***** The data *****
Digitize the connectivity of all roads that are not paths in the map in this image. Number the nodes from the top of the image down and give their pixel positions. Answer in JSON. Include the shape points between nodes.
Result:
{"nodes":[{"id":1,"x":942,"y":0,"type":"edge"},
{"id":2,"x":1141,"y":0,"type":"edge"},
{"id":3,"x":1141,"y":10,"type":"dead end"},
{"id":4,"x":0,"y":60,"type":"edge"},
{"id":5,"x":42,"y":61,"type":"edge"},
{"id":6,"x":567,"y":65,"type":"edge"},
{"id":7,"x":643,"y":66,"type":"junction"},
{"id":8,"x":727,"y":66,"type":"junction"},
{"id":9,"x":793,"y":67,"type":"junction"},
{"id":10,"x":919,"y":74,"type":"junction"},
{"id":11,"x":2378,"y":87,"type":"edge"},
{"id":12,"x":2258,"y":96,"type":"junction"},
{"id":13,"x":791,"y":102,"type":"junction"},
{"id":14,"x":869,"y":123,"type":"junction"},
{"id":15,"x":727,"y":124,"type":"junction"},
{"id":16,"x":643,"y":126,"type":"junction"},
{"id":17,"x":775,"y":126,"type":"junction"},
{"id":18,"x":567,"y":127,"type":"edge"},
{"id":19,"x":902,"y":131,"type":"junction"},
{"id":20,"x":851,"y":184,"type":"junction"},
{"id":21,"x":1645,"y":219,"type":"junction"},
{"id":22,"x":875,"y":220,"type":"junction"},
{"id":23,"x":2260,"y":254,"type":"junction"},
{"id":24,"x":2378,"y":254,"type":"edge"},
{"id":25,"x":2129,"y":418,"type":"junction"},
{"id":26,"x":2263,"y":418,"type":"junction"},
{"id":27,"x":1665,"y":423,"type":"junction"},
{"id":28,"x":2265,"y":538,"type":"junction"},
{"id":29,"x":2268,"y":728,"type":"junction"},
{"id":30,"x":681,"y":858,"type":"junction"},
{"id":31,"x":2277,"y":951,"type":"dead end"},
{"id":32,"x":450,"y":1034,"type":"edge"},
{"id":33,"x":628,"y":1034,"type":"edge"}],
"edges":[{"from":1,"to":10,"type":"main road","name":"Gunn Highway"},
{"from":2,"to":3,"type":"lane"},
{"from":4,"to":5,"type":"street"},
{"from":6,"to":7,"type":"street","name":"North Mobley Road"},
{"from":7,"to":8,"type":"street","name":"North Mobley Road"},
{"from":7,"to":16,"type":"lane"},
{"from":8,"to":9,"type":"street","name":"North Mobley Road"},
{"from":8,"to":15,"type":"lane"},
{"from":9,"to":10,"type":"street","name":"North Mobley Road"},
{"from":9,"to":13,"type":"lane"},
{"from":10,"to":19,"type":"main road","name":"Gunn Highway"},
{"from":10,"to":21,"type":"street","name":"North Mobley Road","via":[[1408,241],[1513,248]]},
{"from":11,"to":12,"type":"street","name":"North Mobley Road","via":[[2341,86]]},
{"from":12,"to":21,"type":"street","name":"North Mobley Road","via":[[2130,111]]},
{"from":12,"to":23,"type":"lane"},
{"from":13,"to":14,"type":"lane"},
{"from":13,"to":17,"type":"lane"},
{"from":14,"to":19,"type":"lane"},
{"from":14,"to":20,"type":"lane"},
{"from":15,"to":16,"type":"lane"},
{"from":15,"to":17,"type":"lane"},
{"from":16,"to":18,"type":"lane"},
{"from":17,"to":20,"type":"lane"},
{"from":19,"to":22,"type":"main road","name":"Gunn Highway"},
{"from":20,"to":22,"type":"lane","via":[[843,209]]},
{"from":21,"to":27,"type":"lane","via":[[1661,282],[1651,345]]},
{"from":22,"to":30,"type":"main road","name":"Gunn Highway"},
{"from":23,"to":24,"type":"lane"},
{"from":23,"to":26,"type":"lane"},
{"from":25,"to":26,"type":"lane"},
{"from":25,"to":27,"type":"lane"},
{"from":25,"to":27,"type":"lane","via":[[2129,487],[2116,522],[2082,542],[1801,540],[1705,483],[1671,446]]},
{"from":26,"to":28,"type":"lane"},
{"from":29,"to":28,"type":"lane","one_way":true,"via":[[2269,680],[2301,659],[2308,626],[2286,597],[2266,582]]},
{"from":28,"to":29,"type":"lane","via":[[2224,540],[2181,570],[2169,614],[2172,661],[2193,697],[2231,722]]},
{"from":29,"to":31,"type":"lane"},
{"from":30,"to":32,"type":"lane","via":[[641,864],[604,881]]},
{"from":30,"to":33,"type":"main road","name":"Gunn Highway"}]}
*****
* Assignment:
Make a faithful copy of every record above.

* Task response:
Digitize the connectivity of all roads that are not paths in the map in this image. Number the nodes from the top of the image down and give their pixel positions. Answer in JSON. Include the shape points between nodes.
Result:
{"nodes":[{"id":1,"x":942,"y":0,"type":"edge"},
{"id":2,"x":1141,"y":0,"type":"edge"},
{"id":3,"x":1141,"y":10,"type":"dead end"},
{"id":4,"x":0,"y":60,"type":"edge"},
{"id":5,"x":42,"y":61,"type":"edge"},
{"id":6,"x":567,"y":65,"type":"edge"},
{"id":7,"x":643,"y":66,"type":"junction"},
{"id":8,"x":727,"y":66,"type":"junction"},
{"id":9,"x":793,"y":67,"type":"junction"},
{"id":10,"x":919,"y":74,"type":"junction"},
{"id":11,"x":2378,"y":87,"type":"edge"},
{"id":12,"x":2258,"y":96,"type":"junction"},
{"id":13,"x":791,"y":102,"type":"junction"},
{"id":14,"x":869,"y":123,"type":"junction"},
{"id":15,"x":727,"y":124,"type":"junction"},
{"id":16,"x":643,"y":126,"type":"junction"},
{"id":17,"x":775,"y":126,"type":"junction"},
{"id":18,"x":567,"y":127,"type":"edge"},
{"id":19,"x":902,"y":131,"type":"junction"},
{"id":20,"x":851,"y":184,"type":"junction"},
{"id":21,"x":1645,"y":219,"type":"junction"},
{"id":22,"x":875,"y":220,"type":"junction"},
{"id":23,"x":2260,"y":254,"type":"junction"},
{"id":24,"x":2378,"y":254,"type":"edge"},
{"id":25,"x":2129,"y":418,"type":"junction"},
{"id":26,"x":2263,"y":418,"type":"junction"},
{"id":27,"x":1665,"y":423,"type":"junction"},
{"id":28,"x":2265,"y":538,"type":"junction"},
{"id":29,"x":2268,"y":728,"type":"junction"},
{"id":30,"x":681,"y":858,"type":"junction"},
{"id":31,"x":2277,"y":951,"type":"dead end"},
{"id":32,"x":450,"y":1034,"type":"edge"},
{"id":33,"x":628,"y":1034,"type":"edge"}],
"edges":[{"from":1,"to":10,"type":"main road","name":"Gunn Highway"},
{"from":2,"to":3,"type":"lane"},
{"from":4,"to":5,"type":"street"},
{"from":6,"to":7,"type":"street","name":"North Mobley Road"},
{"from":7,"to":8,"type":"street","name":"North Mobley Road"},
{"from":7,"to":16,"type":"lane"},
{"from":8,"to":9,"type":"street","name":"North Mobley Road"},
{"from":8,"to":15,"type":"lane"},
{"from":9,"to":10,"type":"street","name":"North Mobley Road"},
{"from":9,"to":13,"type":"lane"},
{"from":10,"to":19,"type":"main road","name":"Gunn Highway"},
{"from":10,"to":21,"type":"street","name":"North Mobley Road","via":[[1408,241],[1513,248]]},
{"from":11,"to":12,"type":"street","name":"North Mobley Road","via":[[2341,86]]},
{"from":12,"to":21,"type":"street","name":"North Mobley Road","via":[[2130,111]]},
{"from":12,"to":23,"type":"lane"},
{"from":13,"to":14,"type":"lane"},
{"from":13,"to":17,"type":"lane"},
{"from":14,"to":19,"type":"lane"},
{"from":14,"to":20,"type":"lane"},
{"from":15,"to":16,"type":"lane"},
{"from":15,"to":17,"type":"lane"},
{"from":16,"to":18,"type":"lane"},
{"from":17,"to":20,"type":"lane"},
{"from":19,"to":22,"type":"main road","name":"Gunn Highway"},
{"from":20,"to":22,"type":"lane","via":[[843,209]]},
{"from":21,"to":27,"type":"lane","via":[[1661,282],[1651,345]]},
{"from":22,"to":30,"type":"main road","name":"Gunn Highway"},
{"from":23,"to":24,"type":"lane"},
{"from":23,"to":26,"type":"lane"},
{"from":25,"to":26,"type":"lane"},
{"from":25,"to":27,"type":"lane"},
{"from":25,"to":27,"type":"lane","via":[[2129,487],[2116,522],[2082,542],[1801,540],[1705,483],[1671,446]]},
{"from":26,"to":28,"type":"lane"},
{"from":29,"to":28,"type":"lane","one_way":true,"via":[[2269,680],[2301,659],[2308,626],[2286,597],[2266,582]]},
{"from":28,"to":29,"type":"lane","via":[[2224,540],[2181,570],[2169,614],[2172,661],[2193,697],[2231,722]]},
{"from":29,"to":31,"type":"lane"},
{"from":30,"to":32,"type":"lane","via":[[641,864],[604,881]]},
{"from":30,"to":33,"type":"main road","name":"Gunn Highway"}]}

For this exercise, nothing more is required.